Work to complete => Please print every record below exactly as written, leaving out the pictures.
---------------
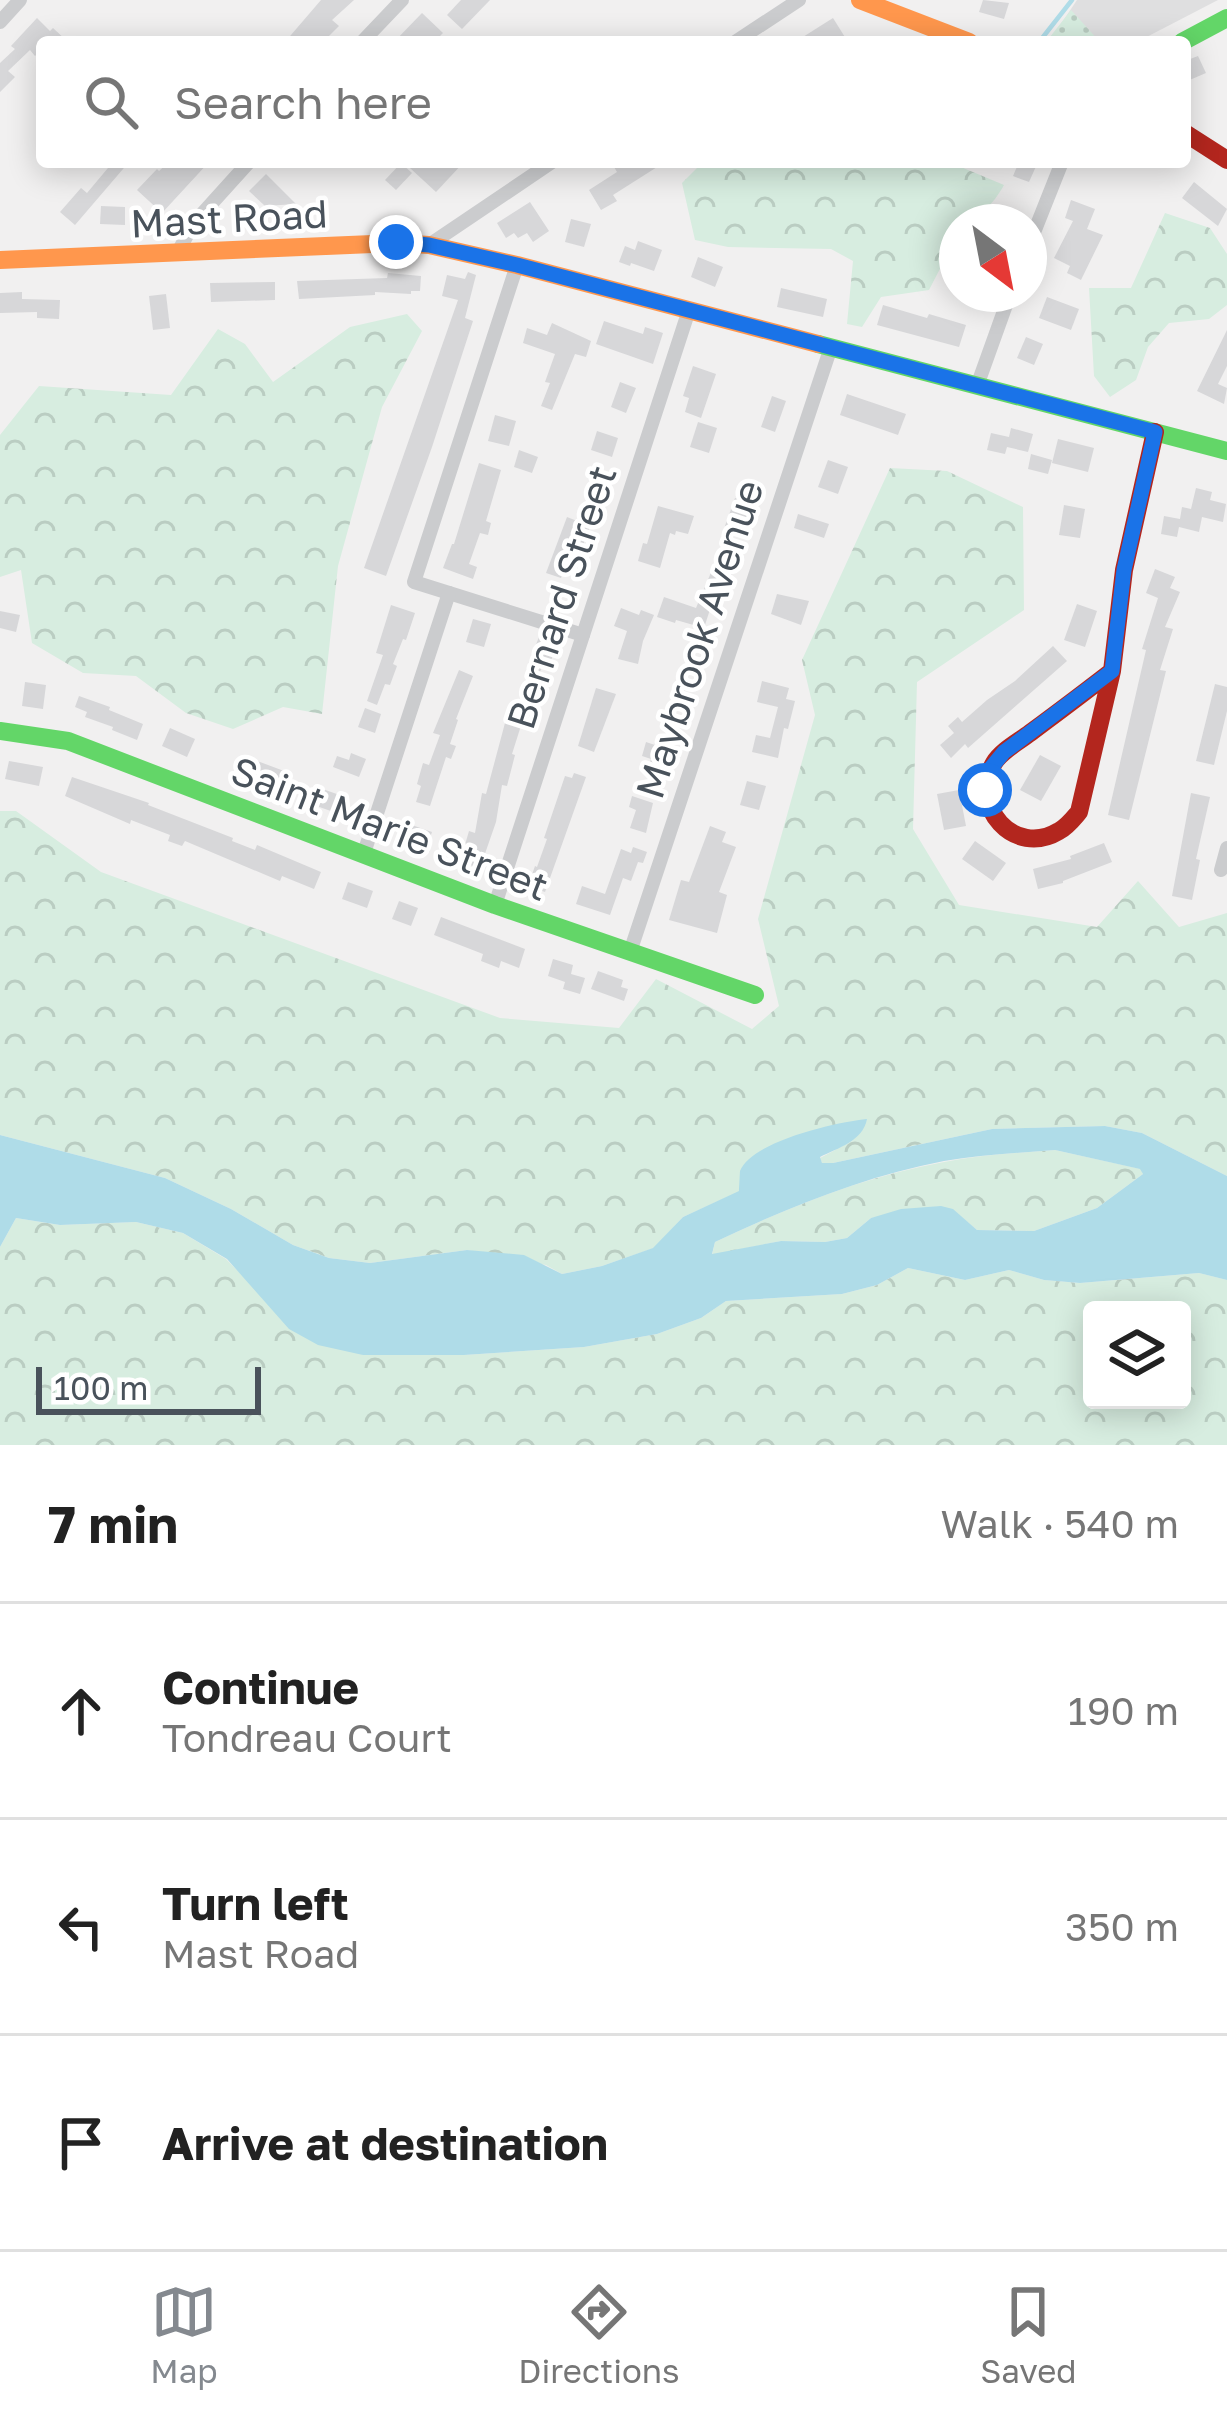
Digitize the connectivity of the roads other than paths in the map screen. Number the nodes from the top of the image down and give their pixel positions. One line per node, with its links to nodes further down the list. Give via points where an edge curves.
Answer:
1 (20, 0): 6 (street)
2 (402, 0): 7 (street)
3 (799, 0): 8 (street)
4 (860, 0): 9 (street)
5 (1227, 18): 10 (street)
6 (0, 22)
7 (368, 36)
8 (744, 36)
9 (953, 36)
10 (1191, 37)
11 (1191, 137): 12 (street)
12 (1227, 160)
13 (244, 168): 18 (street)
14 (543, 168): 17 (street)
15 (1060, 168): 16 (street)
16 (1045, 204)
17 (429, 245): 18 (street, Mast Road); 20 (street, Mast Road)
18 (177, 254): 19 (street, Mast Road)
19 (0, 260)
20 (517, 265): 21 (street, Mast Road); 27 (street, via 413,582)
21 (689, 310): 23 (street, Mast Road); 28 (street, Bernard Street)
22 (1004, 312): 24 (street)
23 (831, 347): 24 (street, Mast Road); 35 (street, Maybrook Avenue)
24 (977, 386): 25 (street, Mast Road)
25 (1155, 432): 26 (street, Mast Road); 29 (street, via 1124,570)
26 (1227, 451)
27 (448, 592): 28 (street); 32 (street)
28 (583, 634): 34 (street, Bernard Street)
29 (1112, 671): 29 (street, via 1074,820 1047,838 1004,830 986,802 996,759)
30 (0, 731): 32 (street, Saint Marie Street, via 68,742)
31 (1227, 848): 33 (street)
32 (364, 853): 34 (street, Saint Marie Street)
33 (1222, 870)
34 (495, 905): 35 (street, Saint Marie Street)
35 (630, 952): 36 (street, Saint Marie Street)
36 (754, 995)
---------------
Task response =>
Digitize the connectivity of the roads other than paths in the map screen. Number the nodes from the top of the image down and give their pixel positions. One line per node, with its links to nodes further down the list. Give via points where an edge curves.
Answer:
1 (20, 0): 6 (street)
2 (402, 0): 7 (street)
3 (799, 0): 8 (street)
4 (860, 0): 9 (street)
5 (1227, 18): 10 (street)
6 (0, 22)
7 (368, 36)
8 (744, 36)
9 (953, 36)
10 (1191, 37)
11 (1191, 137): 12 (street)
12 (1227, 160)
13 (244, 168): 18 (street)
14 (543, 168): 17 (street)
15 (1060, 168): 16 (street)
16 (1045, 204)
17 (429, 245): 18 (street, Mast Road); 20 (street, Mast Road)
18 (177, 254): 19 (street, Mast Road)
19 (0, 260)
20 (517, 265): 21 (street, Mast Road); 27 (street, via 413,582)
21 (689, 310): 23 (street, Mast Road); 28 (street, Bernard Street)
22 (1004, 312): 24 (street)
23 (831, 347): 24 (street, Mast Road); 35 (street, Maybrook Avenue)
24 (977, 386): 25 (street, Mast Road)
25 (1155, 432): 26 (street, Mast Road); 29 (street, via 1124,570)
26 (1227, 451)
27 (448, 592): 28 (street); 32 (street)
28 (583, 634): 34 (street, Bernard Street)
29 (1112, 671): 29 (street, via 1074,820 1047,838 1004,830 986,802 996,759)
30 (0, 731): 32 (street, Saint Marie Street, via 68,742)
31 (1227, 848): 33 (street)
32 (364, 853): 34 (street, Saint Marie Street)
33 (1222, 870)
34 (495, 905): 35 (street, Saint Marie Street)
35 (630, 952): 36 (street, Saint Marie Street)
36 (754, 995)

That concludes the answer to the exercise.